Do voted in 2019 for $151 million in raises for deputies, and moved $24 million from departments like the OC Health Care Agency to pay for sheriff cost overruns.
[Read : OC Moves Millions From Health Agency to Help Cover Sheriff Overruns]
Those decisions would have major impacts the next year.
Pandemic Politics
During the pandemic, Do was in key leadership positions on the OC Board of Supervisors, serving again as vice chair in 2020 with then-Supervisor Michelle Steel and the next year as chairman with Supervisor Doug Chafee as his vice-chair.
During his reelection, Do ran on a campaign that he led the county toward addressing homelessness and safely reopening businesses during the coronavirus pandemic.
He also took credit for overseeing nonprofit delivery to vulnerable communities.
Contracts like the Viet America Society – which would eventually land the FBI on his door.
During the campaign, Do repeatedly declined to comment on the longstanding allegations he was illegally living outside the First District, in a larger home he and his wife own in North Tustin.
[Read: OC Supervisor Andrew Do Accused of Residency Fraud Again as He Runs for Re-Election]
He also faced investigations from state agencies in 2020 over whether or not he used his campaign accounts to launder money, but was later cleared due to insufficient evidence he broke the law.
[Read: State Launches Money Laundering Investigation into Andrew Do and OC Republican Party]
In 2022, he was fined $12,000 by state regulators for trying to steer public lobbying contracts to his campaign donors.

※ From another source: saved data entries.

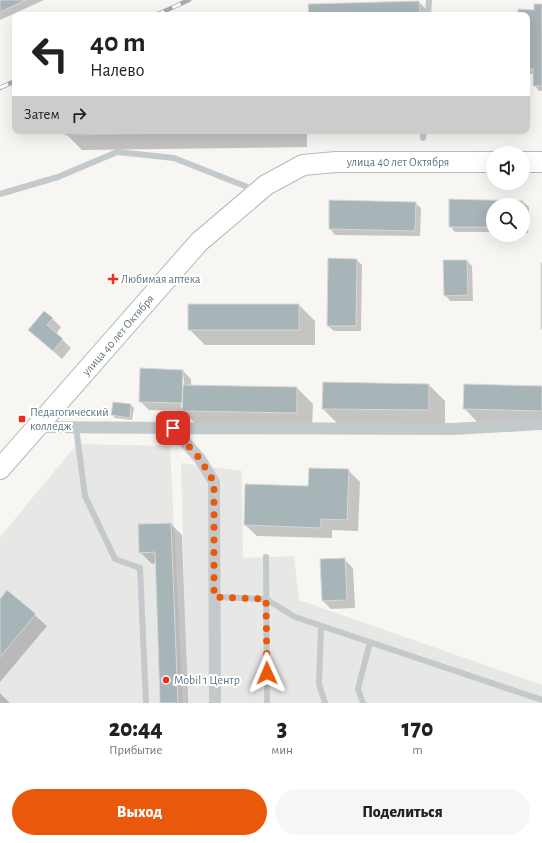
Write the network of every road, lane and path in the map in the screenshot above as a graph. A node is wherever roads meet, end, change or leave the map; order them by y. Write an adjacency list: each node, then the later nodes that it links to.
1 (429, 0): 2 (lane)
2 (428, 12)
3 (424, 134): 4 (lane)
4 (423, 138)
5 (486, 162): 8 (main road, улица 40 лет Октября)
6 (530, 162): 7 (main road)
7 (542, 162)
8 (258, 191): 9 (lane); 11 (main road, улица 40 лет Октября)
9 (0, 194)
10 (542, 424): 13 (street)
11 (37, 427): 12 (street); 14 (main road, улица 40 лет Октября)
12 (76, 427): 13 (street); 21 (lane)
13 (173, 428): 16 (street)
14 (0, 469)
15 (266, 557): 17 (lane)
16 (214, 597): 17 (lane); 22 (street)
17 (266, 599): 18 (lane); 23 (lane)
18 (321, 626): 19 (lane); 24 (lane)
19 (370, 642): 20 (lane); 25 (lane)
20 (542, 700)
21 (146, 703)
22 (215, 703)
23 (267, 703)
24 (325, 703)
25 (363, 703)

[Read: Orange County Supervisor Andrew Do Faces $12,000 State Fine Over ‘Pay to Play’ Politics]
Despite the controversies, Do actually found a way to continue exerting leadership on the dais by courting a key Democrat on the board of supervisors, Doug Chafee – who triggered the ire of the local party by often voting with Do’s board majority.
[Read: Did Orange County Supervisor Doug Chaffee Just Lose Re-Election?]
Yet last year, the controversies started to mount.
Last November, Do failed to disclose that his wife was a judge when he was called to speak as a witness at a trial, which triggered a controversial mistrial.
He also resigned his seat last year on the board of CalOptima, Orange County’s public health plan for the poor, amidst a state audit over executive pay hikes and other hiring practices that raised questions over a program he was involved with.
[Read: Top Official Resigns From OC’s Health Plan for the Poor Following Revelations of State Probe]
This January, Do was scheduled to become chairman of the board again as he was vice chair last year.
But – just as the controversy regarding the Viet America Society grew – he publicly declined and proposed instead leaving Wagner in place.
Do’s old mentor and current foe, Nguyen, is now running to replace him on the county supervisors dais against Democrat Frances Marquez – a race that Do continues to influence even though once again seemingly on the sidelines.